(RECORDS PROVIDED)

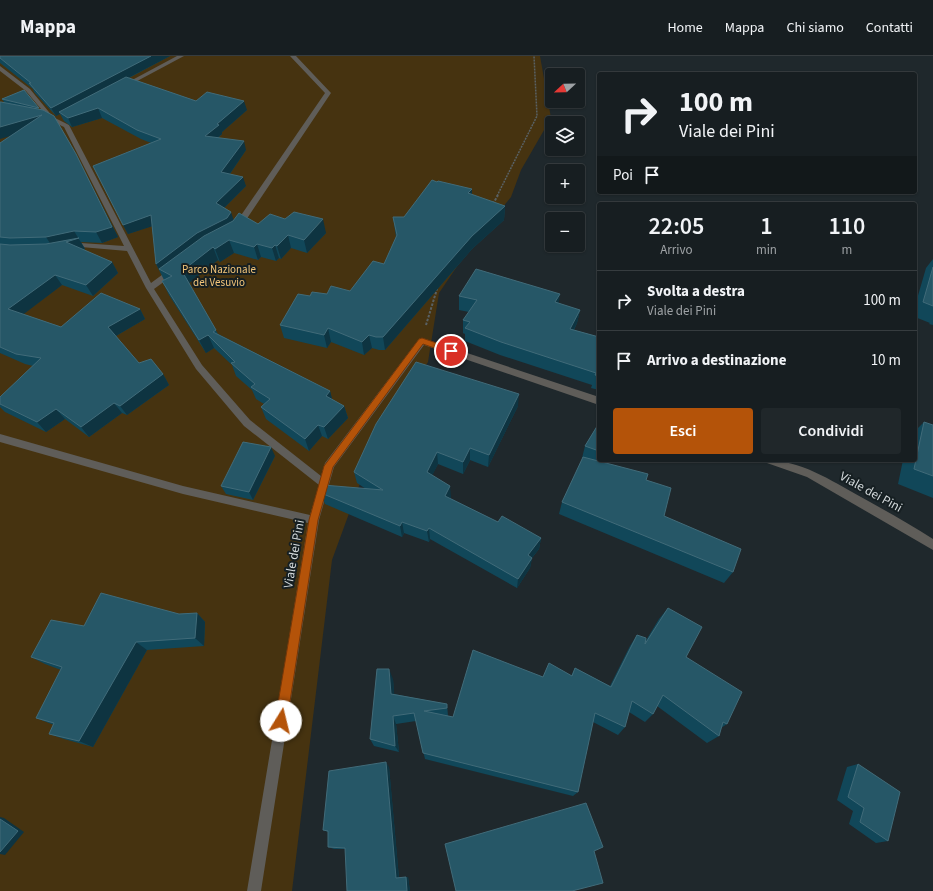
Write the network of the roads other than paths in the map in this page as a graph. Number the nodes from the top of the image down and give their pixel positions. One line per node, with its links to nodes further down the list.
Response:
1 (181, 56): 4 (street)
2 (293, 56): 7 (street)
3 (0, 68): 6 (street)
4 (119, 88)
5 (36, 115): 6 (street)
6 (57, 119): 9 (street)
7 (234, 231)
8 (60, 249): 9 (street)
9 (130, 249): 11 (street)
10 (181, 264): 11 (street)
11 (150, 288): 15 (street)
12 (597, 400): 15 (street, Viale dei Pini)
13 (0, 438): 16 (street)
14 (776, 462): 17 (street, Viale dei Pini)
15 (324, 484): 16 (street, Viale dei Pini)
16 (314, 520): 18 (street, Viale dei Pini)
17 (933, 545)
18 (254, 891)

(End RECORDS PROVIDED)

▸ WHAT THE EXERCISE ASKS
Copy all the lines of data exactly as they appear, dropping any images.

▸ REPLY
Write the network of the roads other than paths in the map in this page as a graph. Number the nodes from the top of the image down and give their pixel positions. One line per node, with its links to nodes further down the list.
Response:
1 (181, 56): 4 (street)
2 (293, 56): 7 (street)
3 (0, 68): 6 (street)
4 (119, 88)
5 (36, 115): 6 (street)
6 (57, 119): 9 (street)
7 (234, 231)
8 (60, 249): 9 (street)
9 (130, 249): 11 (street)
10 (181, 264): 11 (street)
11 (150, 288): 15 (street)
12 (597, 400): 15 (street, Viale dei Pini)
13 (0, 438): 16 (street)
14 (776, 462): 17 (street, Viale dei Pini)
15 (324, 484): 16 (street, Viale dei Pini)
16 (314, 520): 18 (street, Viale dei Pini)
17 (933, 545)
18 (254, 891)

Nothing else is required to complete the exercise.